**About this task**
Images don't belong in the copy. Output the rest of the data exactly.

**Data shown**
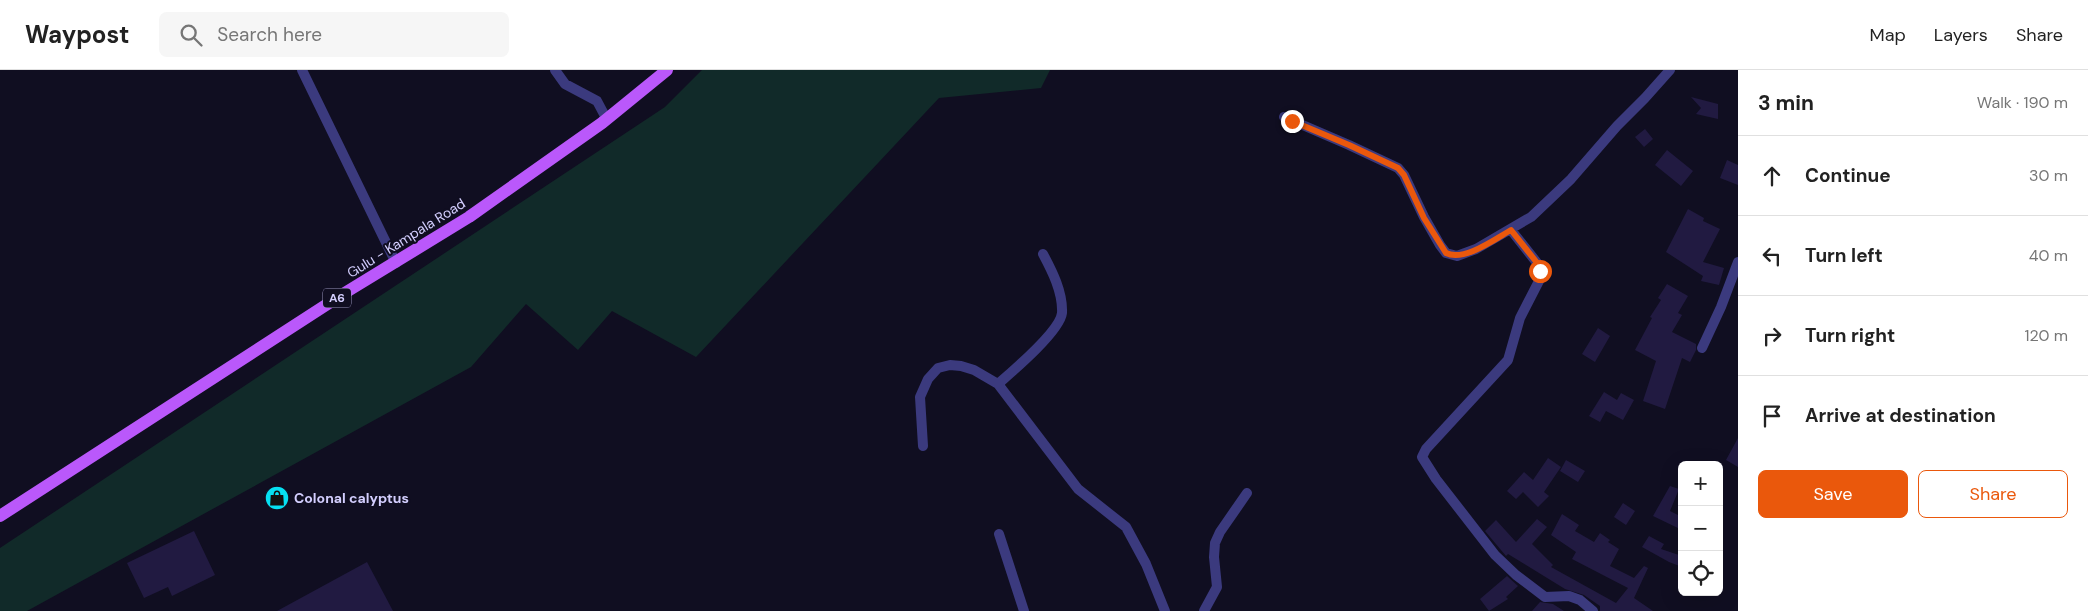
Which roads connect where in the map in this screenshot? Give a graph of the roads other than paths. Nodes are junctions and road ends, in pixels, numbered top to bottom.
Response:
1 (302, 70) edge
2 (555, 70) edge
3 (667, 70) edge
4 (1670, 70) edge
5 (1284, 118) dead end
6 (602, 123) junction
7 (1511, 230) junction
8 (1043, 254) dead end
9 (1738, 262) edge
10 (396, 263) junction
11 (1702, 348) dead end
12 (998, 384) junction
13 (923, 446) dead end
14 (1247, 493) dead end
15 (0, 516) edge
16 (999, 534) dead end
17 (1024, 611) edge
18 (1164, 611) edge
19 (1204, 611) edge
20 (1593, 611) edge

1 - 10 street
2 - 6 street
3 - 6 main road, Gulu - Kampala Road / A6
4 - 7 street
5 - 7 street
6 - 10 main road, Gulu - Kampala Road / A6
7 - 20 street
8 - 12 street
9 - 11 street
10 - 15 main road, Gulu - Kampala Road / A6
12 - 13 street
12 - 18 street
14 - 19 street
16 - 17 street

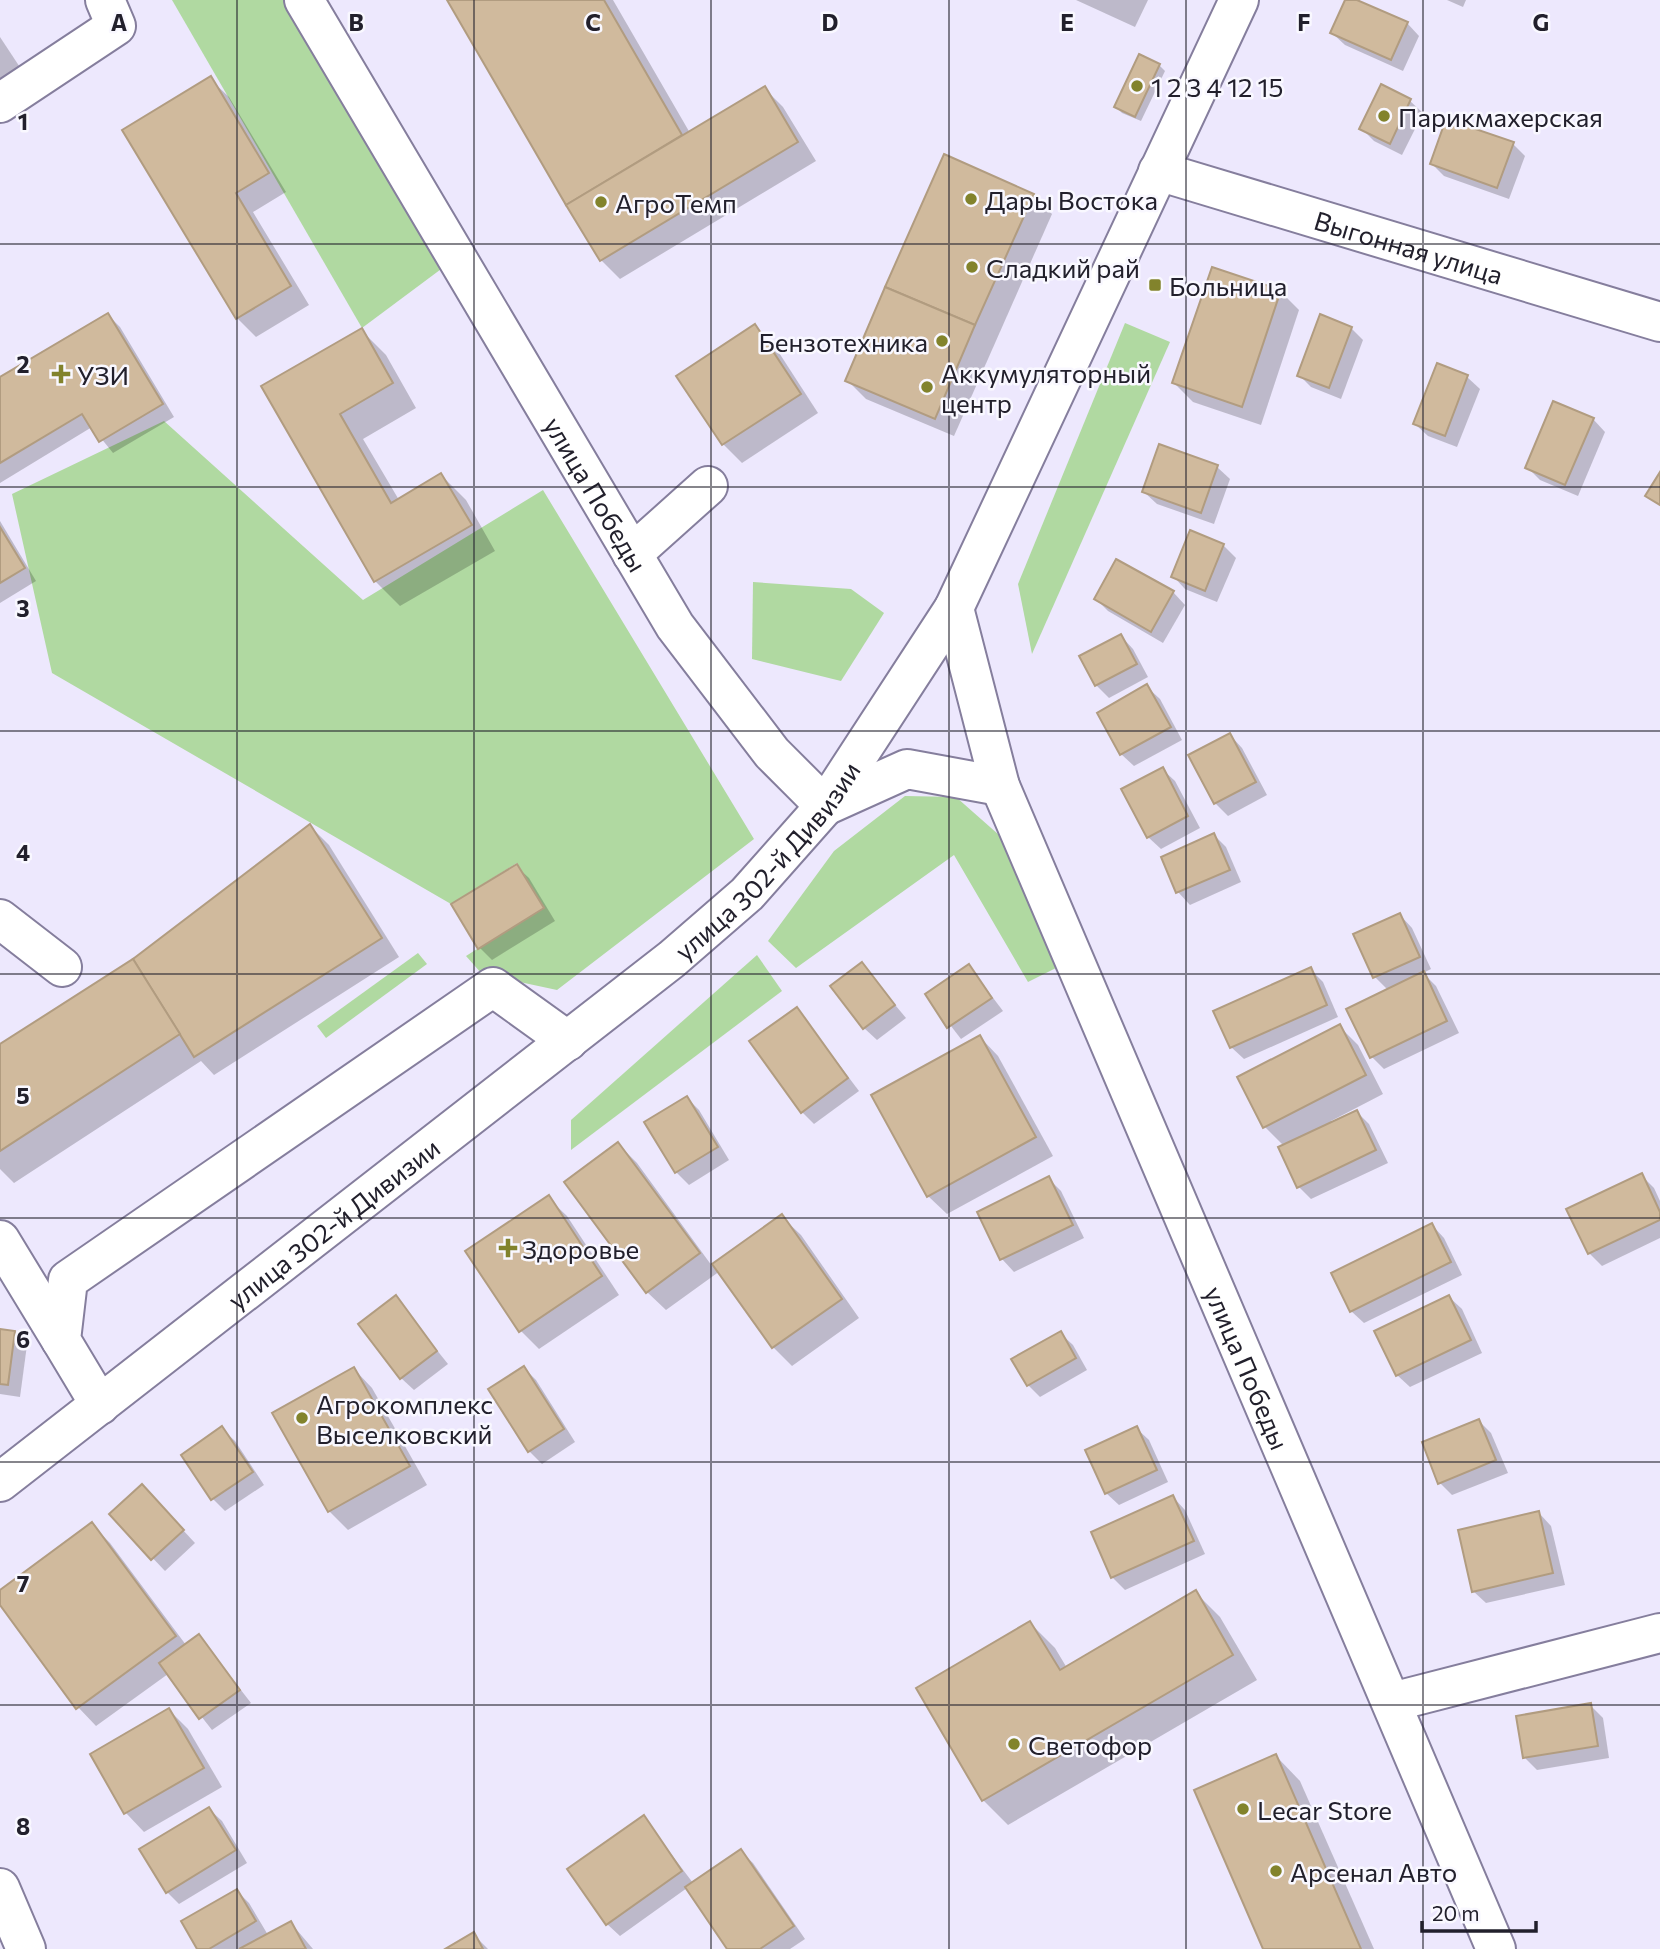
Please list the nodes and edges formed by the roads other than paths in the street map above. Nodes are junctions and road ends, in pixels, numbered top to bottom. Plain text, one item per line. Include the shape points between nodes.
1 (105, 0) edge
2 (304, 0) edge
3 (1239, 0) edge
4 (0, 103) edge
5 (1158, 171) junction
6 (1660, 322) edge
7 (708, 486) dead end
8 (632, 554) junction
9 (954, 608) junction
10 (1000, 786) junction
11 (825, 806) junction
12 (0, 919) edge
13 (62, 967) dead end
14 (568, 1041) junction
15 (0, 1240) edge
16 (61, 1340) junction
17 (100, 1405) junction
18 (0, 1482) edge
19 (1660, 1633) edge
20 (1392, 1702) junction
21 (0, 1888) edge
22 (26, 1949) edge
23 (1496, 1949) edge

1 - 4 street via 116,26
2 - 8 street, улица Победы
3 - 5 street, улица 302-й Дивизии
5 - 6 street, Выгонная улица
5 - 9 street, улица 302-й Дивизии
7 - 8 street
8 - 11 street, улица Победы via 675,626 772,753
9 - 10 street, улица Победы
9 - 11 street, улица 302-й Дивизии
10 - 11 street via 907,769
10 - 20 street, улица Победы
11 - 14 street, улица 302-й Дивизии via 747,894
12 - 13 street
14 - 16 street via 493,987 68,1280
14 - 17 street, улица 302-й Дивизии
15 - 16 street
16 - 17 street
17 - 18 street, улица 302-й Дивизии
19 - 20 street
20 - 23 street, улица Победы
21 - 22 street

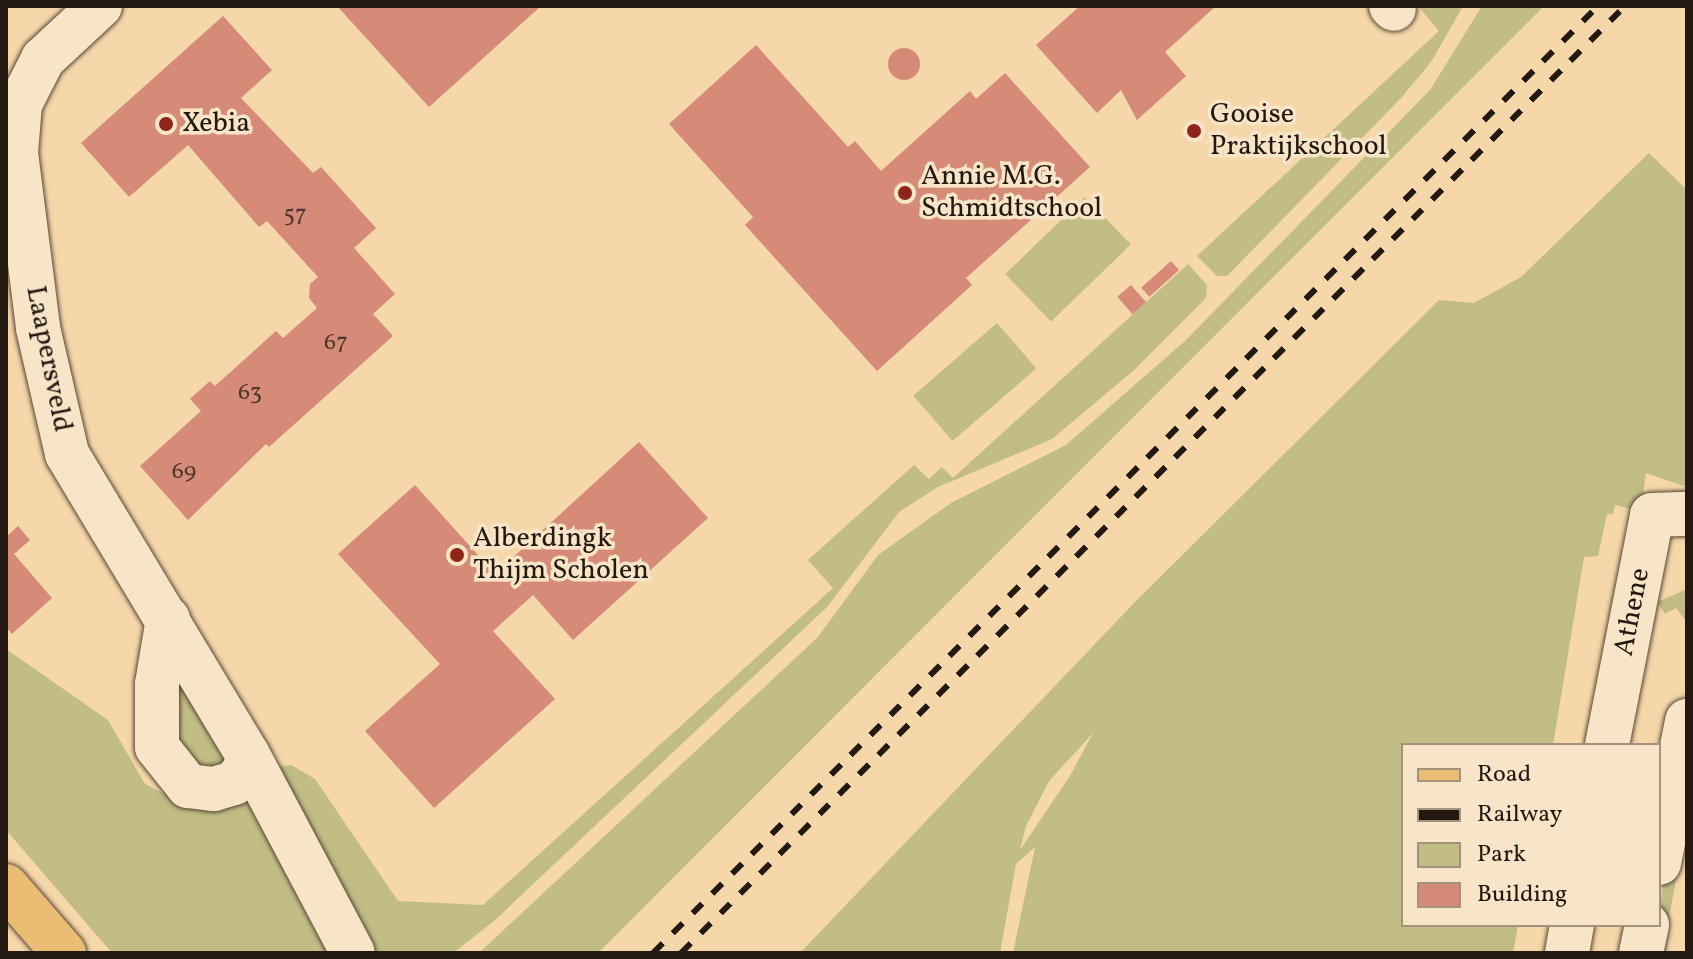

**Written answer**
Which roads connect where in the map in this screenshot? Give a graph of the roads other than paths. Nodes are junctions and road ends, in pixels, numbered top to bottom.
Response:
1 (302, 70) edge
2 (555, 70) edge
3 (667, 70) edge
4 (1670, 70) edge
5 (1284, 118) dead end
6 (602, 123) junction
7 (1511, 230) junction
8 (1043, 254) dead end
9 (1738, 262) edge
10 (396, 263) junction
11 (1702, 348) dead end
12 (998, 384) junction
13 (923, 446) dead end
14 (1247, 493) dead end
15 (0, 516) edge
16 (999, 534) dead end
17 (1024, 611) edge
18 (1164, 611) edge
19 (1204, 611) edge
20 (1593, 611) edge

1 - 10 street
2 - 6 street
3 - 6 main road, Gulu - Kampala Road / A6
4 - 7 street
5 - 7 street
6 - 10 main road, Gulu - Kampala Road / A6
7 - 20 street
8 - 12 street
9 - 11 street
10 - 15 main road, Gulu - Kampala Road / A6
12 - 13 street
12 - 18 street
14 - 19 street
16 - 17 street

Please list the nodes and edges formed by the roads other than paths in the street map above. Nodes are junctions and road ends, in pixels, numbered top to bottom. Plain text, one item per line. Include the shape points between nodes.
1 (105, 0) edge
2 (304, 0) edge
3 (1239, 0) edge
4 (0, 103) edge
5 (1158, 171) junction
6 (1660, 322) edge
7 (708, 486) dead end
8 (632, 554) junction
9 (954, 608) junction
10 (1000, 786) junction
11 (825, 806) junction
12 (0, 919) edge
13 (62, 967) dead end
14 (568, 1041) junction
15 (0, 1240) edge
16 (61, 1340) junction
17 (100, 1405) junction
18 (0, 1482) edge
19 (1660, 1633) edge
20 (1392, 1702) junction
21 (0, 1888) edge
22 (26, 1949) edge
23 (1496, 1949) edge

1 - 4 street via 116,26
2 - 8 street, улица Победы
3 - 5 street, улица 302-й Дивизии
5 - 6 street, Выгонная улица
5 - 9 street, улица 302-й Дивизии
7 - 8 street
8 - 11 street, улица Победы via 675,626 772,753
9 - 10 street, улица Победы
9 - 11 street, улица 302-й Дивизии
10 - 11 street via 907,769
10 - 20 street, улица Победы
11 - 14 street, улица 302-й Дивизии via 747,894
12 - 13 street
14 - 16 street via 493,987 68,1280
14 - 17 street, улица 302-й Дивизии
15 - 16 street
16 - 17 street
17 - 18 street, улица 302-й Дивизии
19 - 20 street
20 - 23 street, улица Победы
21 - 22 street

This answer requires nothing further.